Um acordo entre a Binter Canárias e a Binter Cabo Verde, celebrado à margem da lei e dos princípios e regulamentos da aeronáutica civil, é visto pela DNRE e a AAC como uma porta para fuga ao fisco e transferência de capital para o exterior. Trata-se do acordo de franquia, ou franchising, wet leasing e serviços de apoio firmado entre as duas Binters e que colocaram a Binter Cabo Verde fora de qualquer controlo a nível nacional.

Um relatório elaborado por duas importantes instituições nacionais – Direção Nacional de Receitas do Estado (DNRE) e Agência de Aviação Civil (AAC) – sobre o funcionamento da Binter Cabo Verde, a que Santiago Magazine teve acesso, dá conta que, até este momento, ninguém tem conseguido controlar esta companhia aérea, licenciada para explorar, em regime de monopólio, os voos domésticos no país.

“A operadora apresenta problemas correntes, quer do lado dos gastos, quer do lado dos rendimentos, inviabilizando qualquer controlo, quer da AAC no que toca à análise de rendibilidade e regulação das tarifas, quer da administração fiscal no que concerne ao controlo do rendimento tributável”, lê-se num dos pontos da conclusão do referido documento, rubricado por José Monteiro, Daniel Silva e Ana Cardoso, da DNRE, e Silvino Fortes e Arlindo Borja, da AAC/ARE.

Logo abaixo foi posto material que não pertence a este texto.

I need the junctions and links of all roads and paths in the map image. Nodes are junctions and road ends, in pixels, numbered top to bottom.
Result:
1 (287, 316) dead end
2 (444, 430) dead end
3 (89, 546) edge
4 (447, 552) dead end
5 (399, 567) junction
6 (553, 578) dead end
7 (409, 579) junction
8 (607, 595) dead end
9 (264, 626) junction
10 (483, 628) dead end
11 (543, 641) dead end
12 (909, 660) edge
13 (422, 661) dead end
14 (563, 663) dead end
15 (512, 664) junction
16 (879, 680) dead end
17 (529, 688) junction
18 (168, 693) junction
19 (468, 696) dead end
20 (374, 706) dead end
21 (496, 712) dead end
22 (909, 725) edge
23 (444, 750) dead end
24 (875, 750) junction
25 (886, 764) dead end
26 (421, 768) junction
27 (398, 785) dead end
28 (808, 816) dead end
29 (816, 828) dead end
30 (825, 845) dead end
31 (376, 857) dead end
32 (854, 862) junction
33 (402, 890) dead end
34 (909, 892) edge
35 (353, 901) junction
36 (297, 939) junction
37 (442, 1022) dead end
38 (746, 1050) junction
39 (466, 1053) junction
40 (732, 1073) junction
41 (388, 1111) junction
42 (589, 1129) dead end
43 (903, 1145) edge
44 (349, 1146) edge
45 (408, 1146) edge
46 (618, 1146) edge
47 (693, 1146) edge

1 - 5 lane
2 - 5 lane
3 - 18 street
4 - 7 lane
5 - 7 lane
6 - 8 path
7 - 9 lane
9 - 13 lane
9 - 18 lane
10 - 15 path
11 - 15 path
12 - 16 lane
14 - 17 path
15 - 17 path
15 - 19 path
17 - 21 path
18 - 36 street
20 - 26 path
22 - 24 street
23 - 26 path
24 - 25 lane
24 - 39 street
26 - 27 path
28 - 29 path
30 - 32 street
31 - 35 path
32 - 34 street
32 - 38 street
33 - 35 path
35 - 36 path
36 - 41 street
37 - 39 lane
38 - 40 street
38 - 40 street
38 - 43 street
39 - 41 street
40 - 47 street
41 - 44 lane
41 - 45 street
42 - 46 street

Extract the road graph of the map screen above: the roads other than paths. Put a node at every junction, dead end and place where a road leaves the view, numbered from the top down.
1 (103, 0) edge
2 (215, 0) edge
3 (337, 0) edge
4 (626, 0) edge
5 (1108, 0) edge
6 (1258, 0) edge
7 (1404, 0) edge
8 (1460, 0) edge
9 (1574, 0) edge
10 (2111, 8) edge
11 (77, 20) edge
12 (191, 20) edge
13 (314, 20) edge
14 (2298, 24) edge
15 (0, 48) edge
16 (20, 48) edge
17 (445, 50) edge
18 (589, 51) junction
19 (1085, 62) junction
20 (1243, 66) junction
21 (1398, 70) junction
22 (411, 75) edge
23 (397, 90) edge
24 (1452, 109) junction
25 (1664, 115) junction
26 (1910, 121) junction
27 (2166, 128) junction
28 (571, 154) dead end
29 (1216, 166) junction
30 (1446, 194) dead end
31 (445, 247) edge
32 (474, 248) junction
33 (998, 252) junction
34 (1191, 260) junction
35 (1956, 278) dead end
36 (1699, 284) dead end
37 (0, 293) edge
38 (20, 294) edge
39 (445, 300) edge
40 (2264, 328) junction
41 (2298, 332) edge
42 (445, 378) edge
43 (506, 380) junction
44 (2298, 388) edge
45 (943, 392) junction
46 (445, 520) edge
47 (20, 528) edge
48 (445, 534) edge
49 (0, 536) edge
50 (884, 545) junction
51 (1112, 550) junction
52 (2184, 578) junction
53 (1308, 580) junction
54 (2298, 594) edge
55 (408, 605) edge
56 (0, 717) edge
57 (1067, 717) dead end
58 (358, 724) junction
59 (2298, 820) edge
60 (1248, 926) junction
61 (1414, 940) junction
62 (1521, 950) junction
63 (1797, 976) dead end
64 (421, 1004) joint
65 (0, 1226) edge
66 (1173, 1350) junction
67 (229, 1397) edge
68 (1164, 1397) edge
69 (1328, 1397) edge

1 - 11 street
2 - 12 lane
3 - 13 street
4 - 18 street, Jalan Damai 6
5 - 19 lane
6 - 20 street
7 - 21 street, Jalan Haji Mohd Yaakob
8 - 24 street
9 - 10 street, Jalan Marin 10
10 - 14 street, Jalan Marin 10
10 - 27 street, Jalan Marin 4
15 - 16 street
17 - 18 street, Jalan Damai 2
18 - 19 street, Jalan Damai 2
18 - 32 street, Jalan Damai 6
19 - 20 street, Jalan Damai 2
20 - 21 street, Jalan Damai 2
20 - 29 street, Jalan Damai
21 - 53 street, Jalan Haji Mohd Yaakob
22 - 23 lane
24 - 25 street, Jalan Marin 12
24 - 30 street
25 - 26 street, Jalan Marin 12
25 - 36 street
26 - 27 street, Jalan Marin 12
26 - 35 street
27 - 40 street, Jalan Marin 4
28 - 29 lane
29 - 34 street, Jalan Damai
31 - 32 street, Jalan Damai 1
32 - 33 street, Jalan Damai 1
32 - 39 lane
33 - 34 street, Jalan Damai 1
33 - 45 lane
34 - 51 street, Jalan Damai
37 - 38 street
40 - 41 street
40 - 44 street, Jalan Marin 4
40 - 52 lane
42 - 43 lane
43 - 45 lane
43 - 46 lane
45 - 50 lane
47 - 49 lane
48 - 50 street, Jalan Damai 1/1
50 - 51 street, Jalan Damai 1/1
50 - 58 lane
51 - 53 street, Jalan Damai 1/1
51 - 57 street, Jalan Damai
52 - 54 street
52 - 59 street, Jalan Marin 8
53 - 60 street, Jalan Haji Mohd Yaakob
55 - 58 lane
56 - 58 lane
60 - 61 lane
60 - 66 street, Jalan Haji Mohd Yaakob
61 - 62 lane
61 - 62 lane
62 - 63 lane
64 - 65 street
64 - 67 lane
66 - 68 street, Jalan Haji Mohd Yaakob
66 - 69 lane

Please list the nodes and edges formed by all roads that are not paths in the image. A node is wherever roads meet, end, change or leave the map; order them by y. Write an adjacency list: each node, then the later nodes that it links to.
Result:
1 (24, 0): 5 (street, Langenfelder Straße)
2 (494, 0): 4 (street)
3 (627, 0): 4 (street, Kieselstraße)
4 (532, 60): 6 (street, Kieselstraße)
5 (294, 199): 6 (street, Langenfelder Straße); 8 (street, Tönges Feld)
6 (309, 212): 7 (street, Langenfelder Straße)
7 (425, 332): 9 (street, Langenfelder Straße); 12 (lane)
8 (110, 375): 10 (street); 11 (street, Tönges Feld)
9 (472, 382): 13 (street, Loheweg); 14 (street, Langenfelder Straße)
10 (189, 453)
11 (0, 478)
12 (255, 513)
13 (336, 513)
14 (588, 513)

O que é que se passa? Porquê que não se consegue controlar a Binter Cabo Verde? O relatório, que se debruça sobre os anos 2016, 2017 e 2018, dá respostas a estas questões, deixando claro que a operadora não respeita as leis, as decisões da AAC e nem mesmo as recomendações da administração fiscal, com quem tem se reunido algumas vezes.

A primeira explicação está no facto de a operadora contratar a generalidade dos serviços às empresas do mesmo grupo, com sede em Canárias, o que aumenta o risco fiscal e reduz drasticamente a estrutura de custos em Cabo Verde. A título de exemplo, o relatório regista que “efetivamente grande parte do custo total da Binter Cabo Verde, ou seja 49% no exercício económico de 2017 e 57% no de 2018, se referem a aquisições a empresas do grupo Binter e, portanto, sujeitos a serem influenciados por preços de transferência”.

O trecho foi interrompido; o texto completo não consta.